SOURCE MATERIAL:

______________________________

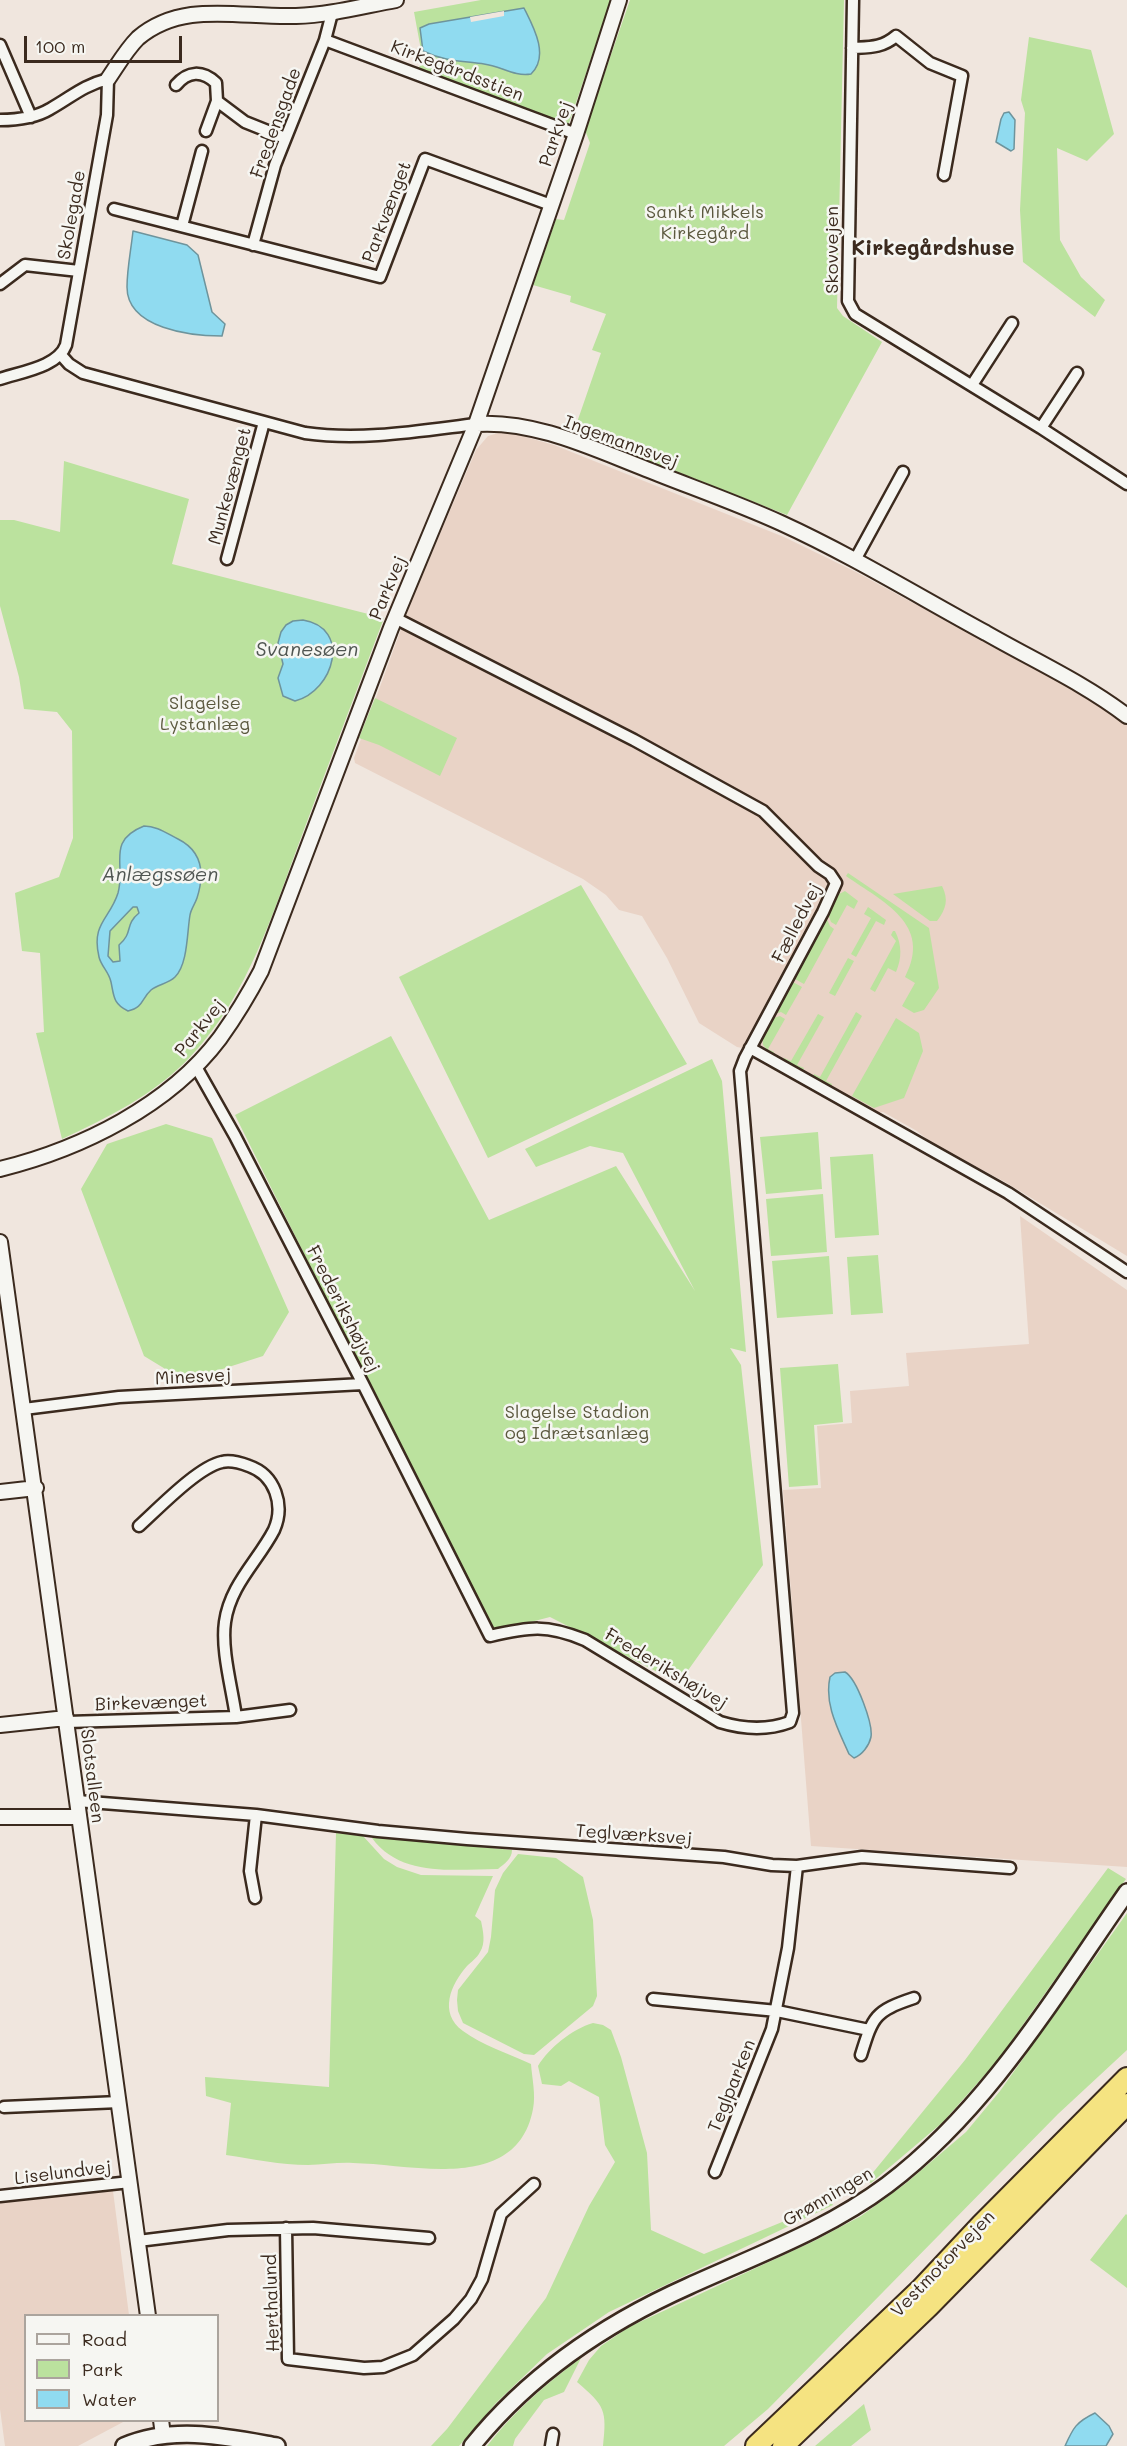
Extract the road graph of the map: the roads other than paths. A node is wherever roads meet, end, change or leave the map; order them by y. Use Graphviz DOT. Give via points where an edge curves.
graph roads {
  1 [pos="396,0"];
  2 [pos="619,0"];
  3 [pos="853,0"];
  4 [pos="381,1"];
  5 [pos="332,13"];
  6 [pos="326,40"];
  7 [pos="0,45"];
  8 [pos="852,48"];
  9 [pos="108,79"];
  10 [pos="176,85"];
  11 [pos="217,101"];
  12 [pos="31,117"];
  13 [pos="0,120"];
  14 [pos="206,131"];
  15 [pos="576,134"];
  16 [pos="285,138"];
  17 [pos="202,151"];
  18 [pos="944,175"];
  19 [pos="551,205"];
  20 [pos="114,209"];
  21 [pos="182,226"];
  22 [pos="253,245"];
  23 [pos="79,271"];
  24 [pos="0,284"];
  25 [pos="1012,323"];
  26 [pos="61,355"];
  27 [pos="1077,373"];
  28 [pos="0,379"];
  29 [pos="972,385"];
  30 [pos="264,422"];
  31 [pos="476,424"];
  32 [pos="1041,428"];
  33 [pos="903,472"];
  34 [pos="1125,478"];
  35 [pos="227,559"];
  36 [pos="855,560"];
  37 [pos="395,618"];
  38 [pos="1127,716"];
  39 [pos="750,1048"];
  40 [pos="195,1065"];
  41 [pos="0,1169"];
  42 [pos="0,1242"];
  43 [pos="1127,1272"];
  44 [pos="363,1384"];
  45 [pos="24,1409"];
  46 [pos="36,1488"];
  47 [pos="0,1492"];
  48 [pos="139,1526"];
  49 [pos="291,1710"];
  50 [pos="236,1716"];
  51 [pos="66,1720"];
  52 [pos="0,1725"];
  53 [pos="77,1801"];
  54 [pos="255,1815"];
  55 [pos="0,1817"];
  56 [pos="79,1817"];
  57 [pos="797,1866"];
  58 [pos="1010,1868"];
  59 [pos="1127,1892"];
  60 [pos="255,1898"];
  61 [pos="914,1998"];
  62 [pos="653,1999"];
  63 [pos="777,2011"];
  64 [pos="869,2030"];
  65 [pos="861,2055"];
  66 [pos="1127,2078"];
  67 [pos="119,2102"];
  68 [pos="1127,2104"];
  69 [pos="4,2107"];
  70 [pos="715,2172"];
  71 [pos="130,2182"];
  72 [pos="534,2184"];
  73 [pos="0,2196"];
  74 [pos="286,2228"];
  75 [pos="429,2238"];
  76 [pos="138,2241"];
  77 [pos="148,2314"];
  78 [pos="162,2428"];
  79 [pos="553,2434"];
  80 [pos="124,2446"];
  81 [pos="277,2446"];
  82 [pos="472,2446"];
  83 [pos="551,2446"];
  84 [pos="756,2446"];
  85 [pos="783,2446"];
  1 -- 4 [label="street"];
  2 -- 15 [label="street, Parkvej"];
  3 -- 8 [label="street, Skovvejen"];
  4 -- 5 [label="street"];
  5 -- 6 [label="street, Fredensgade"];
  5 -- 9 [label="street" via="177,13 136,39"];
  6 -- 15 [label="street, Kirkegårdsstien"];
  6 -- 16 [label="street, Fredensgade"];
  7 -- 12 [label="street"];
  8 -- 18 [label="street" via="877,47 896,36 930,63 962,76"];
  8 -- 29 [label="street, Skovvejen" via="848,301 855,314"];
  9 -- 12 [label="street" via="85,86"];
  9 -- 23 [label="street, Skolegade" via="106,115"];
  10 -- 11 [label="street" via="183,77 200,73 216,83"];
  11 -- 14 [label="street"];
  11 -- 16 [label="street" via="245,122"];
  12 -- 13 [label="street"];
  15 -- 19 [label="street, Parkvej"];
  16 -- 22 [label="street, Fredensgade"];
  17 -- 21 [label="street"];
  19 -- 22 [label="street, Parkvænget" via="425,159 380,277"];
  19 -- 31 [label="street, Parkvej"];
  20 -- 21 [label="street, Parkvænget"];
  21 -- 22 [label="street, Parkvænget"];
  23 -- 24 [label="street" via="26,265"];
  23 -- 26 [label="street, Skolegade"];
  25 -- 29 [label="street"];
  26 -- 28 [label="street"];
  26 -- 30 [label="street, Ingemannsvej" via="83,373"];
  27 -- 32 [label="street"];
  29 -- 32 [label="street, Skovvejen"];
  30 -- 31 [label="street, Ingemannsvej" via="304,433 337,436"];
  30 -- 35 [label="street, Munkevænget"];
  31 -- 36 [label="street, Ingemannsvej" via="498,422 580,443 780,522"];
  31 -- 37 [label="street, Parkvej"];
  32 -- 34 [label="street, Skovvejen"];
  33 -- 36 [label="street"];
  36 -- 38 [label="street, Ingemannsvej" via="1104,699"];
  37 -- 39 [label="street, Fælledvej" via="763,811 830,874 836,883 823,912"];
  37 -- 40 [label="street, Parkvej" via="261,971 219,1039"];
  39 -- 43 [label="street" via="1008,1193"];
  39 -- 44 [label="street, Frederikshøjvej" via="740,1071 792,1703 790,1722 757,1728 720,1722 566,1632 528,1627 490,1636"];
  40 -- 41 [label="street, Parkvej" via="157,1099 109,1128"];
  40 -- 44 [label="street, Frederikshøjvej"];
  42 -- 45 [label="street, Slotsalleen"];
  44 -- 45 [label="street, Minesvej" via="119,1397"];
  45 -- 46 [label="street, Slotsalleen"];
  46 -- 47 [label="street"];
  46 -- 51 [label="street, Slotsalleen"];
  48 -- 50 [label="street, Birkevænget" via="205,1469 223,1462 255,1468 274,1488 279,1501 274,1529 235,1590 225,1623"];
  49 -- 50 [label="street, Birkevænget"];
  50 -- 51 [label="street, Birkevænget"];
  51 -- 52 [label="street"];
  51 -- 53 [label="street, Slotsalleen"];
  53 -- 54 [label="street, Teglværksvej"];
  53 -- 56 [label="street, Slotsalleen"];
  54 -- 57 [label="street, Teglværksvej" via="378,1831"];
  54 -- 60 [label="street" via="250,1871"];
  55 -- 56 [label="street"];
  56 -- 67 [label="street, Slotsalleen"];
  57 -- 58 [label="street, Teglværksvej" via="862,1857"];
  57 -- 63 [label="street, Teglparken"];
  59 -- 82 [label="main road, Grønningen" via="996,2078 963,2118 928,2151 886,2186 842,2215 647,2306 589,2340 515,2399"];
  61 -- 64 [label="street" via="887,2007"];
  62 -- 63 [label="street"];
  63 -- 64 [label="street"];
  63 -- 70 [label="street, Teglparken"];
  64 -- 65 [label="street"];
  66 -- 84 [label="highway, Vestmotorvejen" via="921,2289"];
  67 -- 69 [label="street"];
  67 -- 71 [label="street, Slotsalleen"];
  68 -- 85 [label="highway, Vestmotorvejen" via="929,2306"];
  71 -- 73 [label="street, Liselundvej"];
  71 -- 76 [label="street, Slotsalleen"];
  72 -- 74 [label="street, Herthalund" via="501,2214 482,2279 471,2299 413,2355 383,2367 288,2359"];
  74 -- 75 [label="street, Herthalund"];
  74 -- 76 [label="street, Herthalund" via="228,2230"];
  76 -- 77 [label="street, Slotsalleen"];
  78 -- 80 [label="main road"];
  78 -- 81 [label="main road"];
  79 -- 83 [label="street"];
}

______________________________

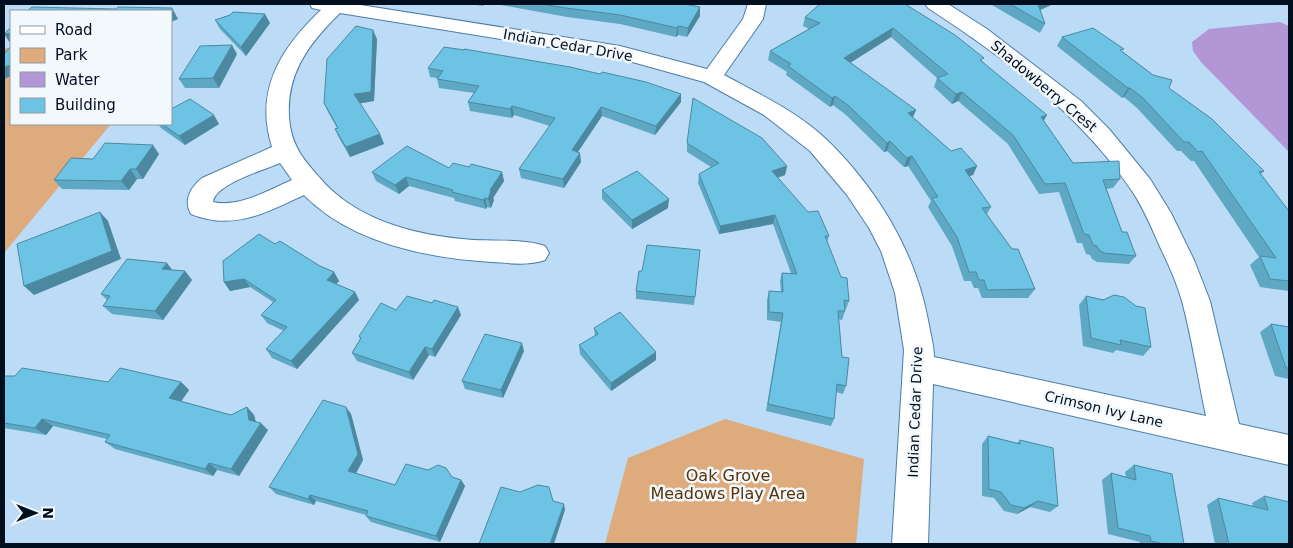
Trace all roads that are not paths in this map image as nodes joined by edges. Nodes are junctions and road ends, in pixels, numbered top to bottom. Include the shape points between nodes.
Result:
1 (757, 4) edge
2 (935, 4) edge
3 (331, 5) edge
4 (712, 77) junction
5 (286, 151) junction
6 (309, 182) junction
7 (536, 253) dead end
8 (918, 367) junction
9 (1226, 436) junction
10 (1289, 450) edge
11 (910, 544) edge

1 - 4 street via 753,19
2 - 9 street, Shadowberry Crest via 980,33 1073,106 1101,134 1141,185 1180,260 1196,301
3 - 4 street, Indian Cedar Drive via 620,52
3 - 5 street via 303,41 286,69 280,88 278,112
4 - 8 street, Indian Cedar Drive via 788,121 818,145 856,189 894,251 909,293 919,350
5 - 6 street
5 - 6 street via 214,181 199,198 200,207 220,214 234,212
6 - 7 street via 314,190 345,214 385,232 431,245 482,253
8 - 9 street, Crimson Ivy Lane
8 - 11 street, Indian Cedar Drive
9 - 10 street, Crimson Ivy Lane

______________________________

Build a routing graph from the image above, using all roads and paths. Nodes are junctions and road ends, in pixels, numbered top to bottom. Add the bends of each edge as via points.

______________________________

WHAT YOU HAVE TO DO: Would you count the lines in the data that contain "image" and answer with only the number?

COMPLETED EXERCISE: 2